Photoinduced cycloaddition of biomass derivatives to obtain high-performance spiro-fuel

Abstract

The photoinduced conversion of biomass-derived chemicals to high value chemicals and advanced fuels is of great significance but still challenging. Herein, a green and efficient self-sensitized [2 + 2] cycloaddition process is developed to convert biomass-derived β-pinene and isophorone to spirocyclic molecules, which cannot be achieved by thermal catalytic conversion.
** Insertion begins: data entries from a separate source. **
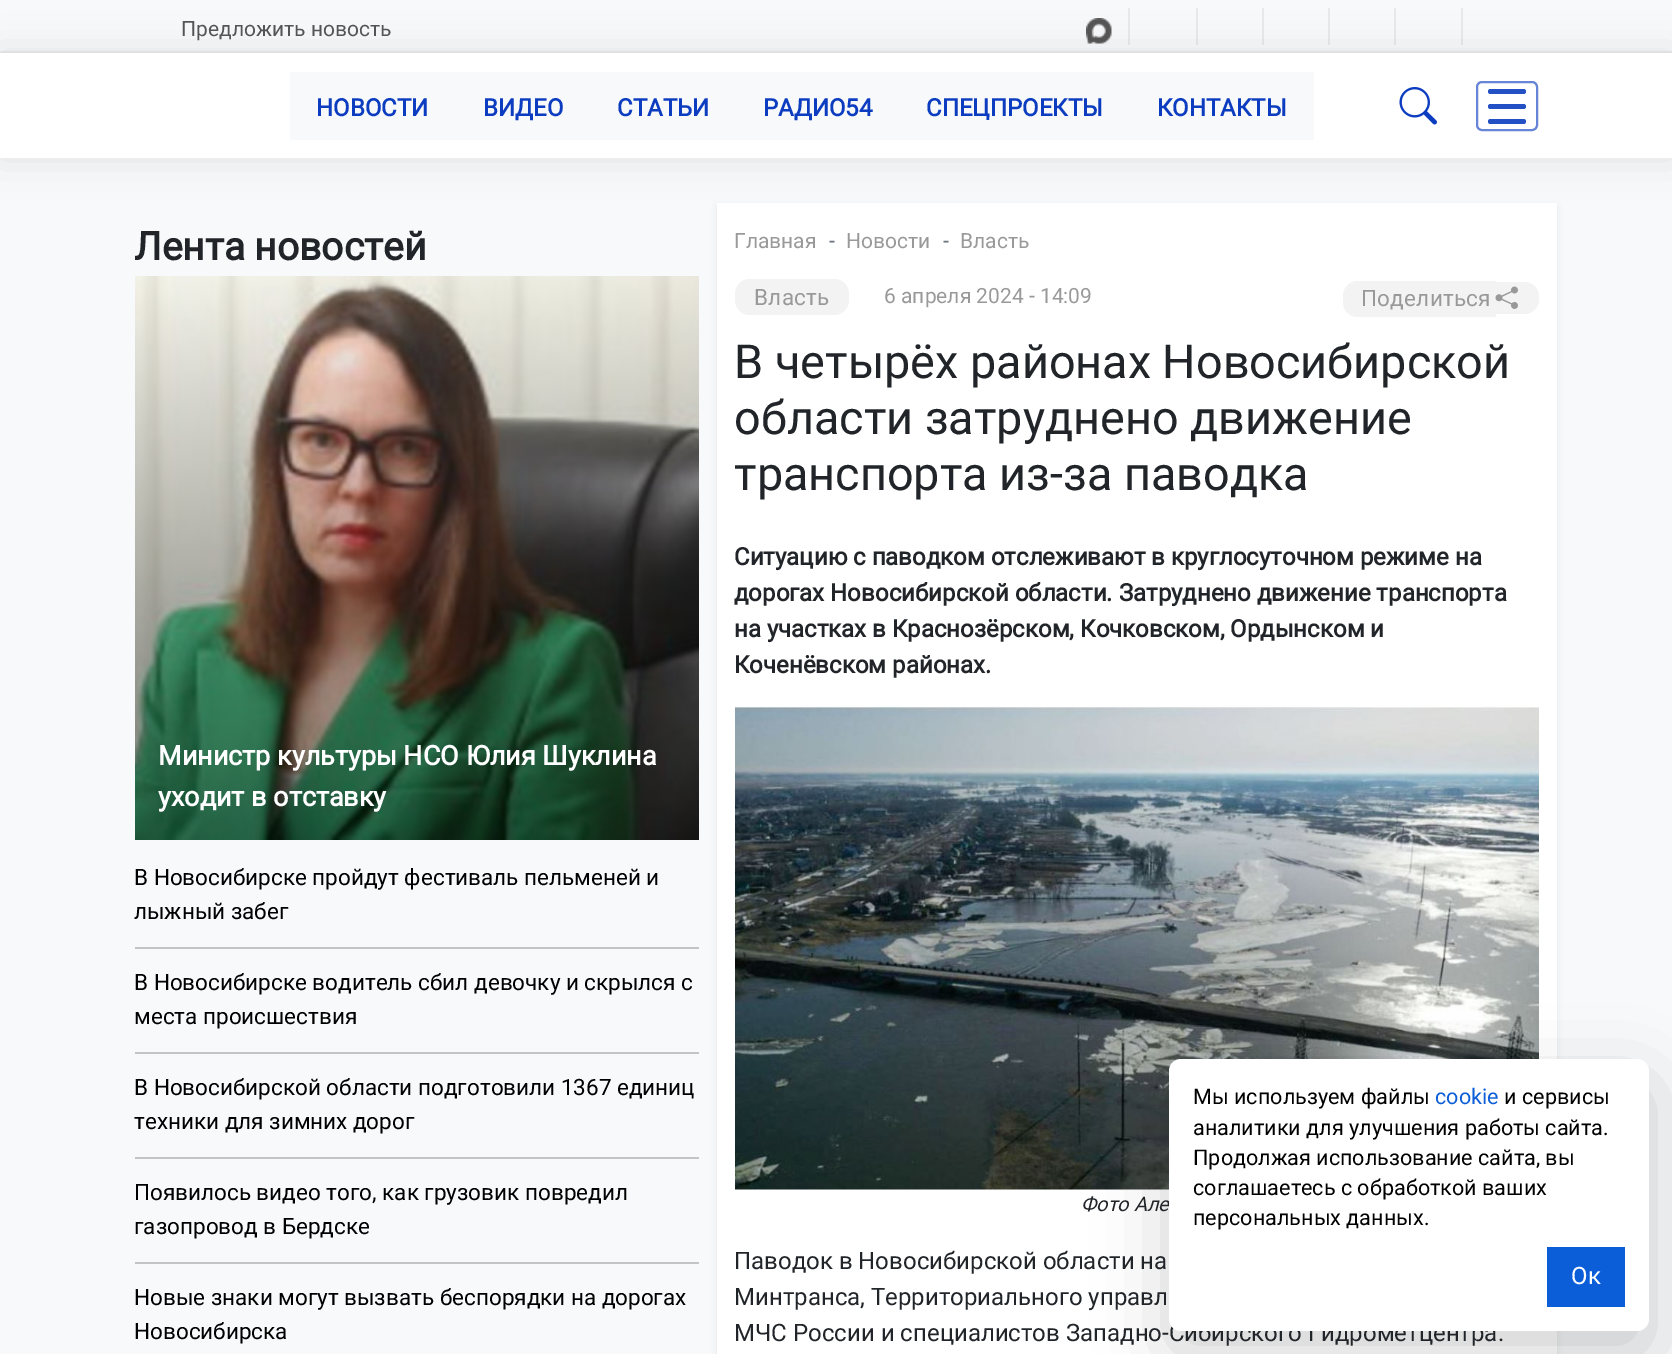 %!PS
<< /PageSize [1672 1354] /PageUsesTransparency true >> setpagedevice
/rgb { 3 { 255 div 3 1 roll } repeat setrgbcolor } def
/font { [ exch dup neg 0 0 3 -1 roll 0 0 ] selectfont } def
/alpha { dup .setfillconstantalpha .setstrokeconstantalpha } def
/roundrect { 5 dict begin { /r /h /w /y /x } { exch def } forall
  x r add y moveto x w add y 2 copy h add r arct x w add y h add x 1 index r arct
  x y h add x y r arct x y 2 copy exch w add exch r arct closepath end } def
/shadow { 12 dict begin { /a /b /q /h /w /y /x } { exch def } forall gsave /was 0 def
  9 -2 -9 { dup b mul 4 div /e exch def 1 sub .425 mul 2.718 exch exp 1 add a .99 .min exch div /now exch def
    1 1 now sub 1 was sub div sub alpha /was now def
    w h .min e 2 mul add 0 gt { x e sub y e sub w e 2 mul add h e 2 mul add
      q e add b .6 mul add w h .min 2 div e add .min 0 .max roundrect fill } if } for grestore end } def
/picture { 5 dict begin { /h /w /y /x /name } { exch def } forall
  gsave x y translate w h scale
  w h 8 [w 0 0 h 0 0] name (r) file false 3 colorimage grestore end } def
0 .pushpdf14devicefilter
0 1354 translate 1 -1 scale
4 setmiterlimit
248 249 250 rgb
0 0 1672 1354 rectfill
238 238 238 rgb
0 51 1672 2 rectfill
(img/1.rgb) 1086 18 26 26 picture
[
  [1128 8 2 37 233 233 233]
  [1196 8 2 37 233 233 233]
  [1262 8 2 37 233 233 233]
  [1328 8 2 37 233 233 233]
  [1394 8 2 37 233 233 233]
  [1461 8 2 37 233 233 233]
] { aload pop rgb rectfill } forall
0 0 0 rgb
717 206 840 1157 0 3 0.07 shadow
255 255 255 rgb
717 203 840 1151 rectfill
0 0 0 rgb
0 53 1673 105 0 19 0.1 shadow
255 255 255 rgb
0 53 1672 105 rectfill
248 249 250 rgb
290 72 1024 68 rectfill
(img/2.rgb) 1399 87 38 38 picture
102 133 215 rgb
2 setlinewidth
1477 82 60 48 5 roundrect stroke
36 80 198 rgb
1488 104 38 5 2.5 roundrect fill
1488 89 38 5 2.5 roundrect fill
1488 119 38 5 2.5 roundrect fill
(img/3.rgb) 135 276 564 564 picture
[
  [135 947 564 2 194 196 198]
  [135 1052 564 2 194 196 198]
  [135 1157 564 2 194 196 198]
  [135 1262 564 2 194 196 198]
] { aload pop rgb rectfill } forall
243 243 243 rgb
735 279 114 36 15 roundrect fill
1358 281 moveto 1496 281 lineto 1496 317 lineto 1358 317 lineto 1349.5 317 1343 310.5 1343 302 curveto 1343 296 lineto 1343 287.5 1349.5 281 1358 281 curveto closepath fill
1496 282 moveto 1524 282 lineto 1532.5 282 1539 288.5 1539 297 curveto 1539 299 lineto 1539 307.5 1532.5 314 1524 314 curveto 1496 314 lineto closepath fill
(img/4.rgb) 1495 286 23 23 picture
(img/5.rgb) 735 706 804 484 picture
0 0 0 rgb
1169 1083 480 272 12 36 0.18 shadow
/Roboto-Regular 21 font
85 85 85 rgb
181 36 moveto (Предложить новость) show
/Roboto-Bold 24 font
12 60 192 rgb
[
  [(НОВОСТИ) 316 116]
  [(ВИДЕО) 483 116]
  [(СТАТЬИ) 617 116]
  [(РАДИО54) 763 116]
  [(СПЕЦПРОЕКТЫ) 926 116]
  [(КОНТАКТЫ) 1157 116]
] { aload pop moveto show } forall
/Roboto-Bold 39 font
33 37 41 rgb
134 260 moveto (Лента новостей) show
/Roboto-Bold 27 font
255 255 255 rgb
158 765 moveto (Министр культуры НСО Юлия Шуклина) show
158 806 moveto (уходит в отставку) show
/Roboto-Regular 22.5 font
0 0 0 rgb
[
  [(В Новосибирске пройдут фестиваль пельменей и) 134 885]
  [(лыжный забег) 134 919]
  [(В Новосибирске водитель сбил девочку и скрылся с) 134 990]
  [(места происшествия) 134 1024]
  [(В Новосибирской области подготовили 1367 единиц) 134 1095]
  [(техники для зимних дорог) 134 1129]
  [(Появилось видео того, как грузовик повредил) 134 1200]
  [(газопровод в Бердске) 134 1234]
  [(Новые знаки могут вызвать беспорядки на дорогах) 134 1305]
  [(Новосибирска) 134 1339]
] { aload pop moveto show } forall
/Roboto-Regular 21 font
153 153 153 rgb
734 248 moveto (Главная) show
108 117 125 rgb
829 248 moveto (-) show
153 153 153 rgb
846 248 moveto (Новости) show
108 117 125 rgb
943 248 moveto (-) show
153 153 153 rgb
960 248 moveto (Власть) show
/Roboto-Regular 22.5 font
754 305 moveto 0.25 0 (Власть) ashow
/Roboto-Regular 21 font
884 303 moveto (6 апреля 2024 - 14:09) show
/Roboto-Regular 22.5 font
1361 306 moveto 0.25 0 (Поделиться) ashow
/Roboto-Regular 46.8 font
33 37 41 rgb
[
  [(В четырёх районах Новосибирской) 734 378]
  [(области затруднено движение) 734 434]
  [(транспорта из-за паводка) 734 490]
] { aload pop moveto show } forall
/Roboto-Bold 24 font
[
  [(Ситуацию с паводком отслеживают в круглосуточном режиме на) 734 565]
  [(дорогах Новосибирской области. Затруднено движение транспорта) 734 601]
  [(на участках в Краснозёрском, Кочковском, Ордынском и) 734 637]
  [(Коченёвском районах.) 734 673]
] { aload pop moveto show } forall
/Roboto-Italic 20 font
1081 1211 moveto (Фото Але) show
/Roboto-Regular 24 font
[
  [(Паводок в Новосибирской области на) 734 1269]
  [(Минтранса, Территориального управл) 734 1305]
  [(МЧС России и специалистов Западно-Сибирского Гидрометцентра.) 734 1341]
] { aload pop moveto show } forall
255 255 255 rgb
1169 1059 480 272 12 roundrect fill
/Roboto-Regular 21.6 font
0 0 0 rgb
1193 1104 moveto (Мы используем файлы) show
11 94 215 rgb
1435 1104 moveto (cookie) show
0 0 0 rgb
[
  [(и сервисы) 1504 1104]
  [(аналитики для улучшения работы сайта.) 1193 1135]
  [(Продолжая использование сайта, вы) 1193 1165]
  [(соглашаетесь с обработкой ваших) 1193 1195]
  [(персональных данных.) 1193 1225]
] { aload pop moveto show } forall
11 94 215 rgb
1547 1247 78 60 rectfill
/Roboto-Regular 24 font
255 255 255 rgb
1571 1284 moveto (Ок) show
.poppdf14devicefilter showpage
The photoreaction can take place with isophorone as the self-sensitizer, with high selectivity and a yield of up to 91.1%. A triplet sensitization mechanism is disclosed by a combination of triplet quenching, phosphorescence quenching, Stern–Volmer kinetic analysis, DFT calculations and photochemical kinetic studies. When combined with hydrodeoxygenation, spiro-fuel is obtained with an overall yield of 85.0% showing a high density of 0.911 g mL⁻¹ which is 16.8% higher than that of conventional aviation kerosene (ca. 0.78 g mL⁻¹), along with excellent cryogenic properties. Notably the self-sensitized cycloaddition strategy can be extended to a wide range of biomass derived α,β-unsaturated ketones and alkenes. Thus, this work provides a promising ring-increasing route to upgrade low-density bio-derived feedstocks to high-density hydrocarbons.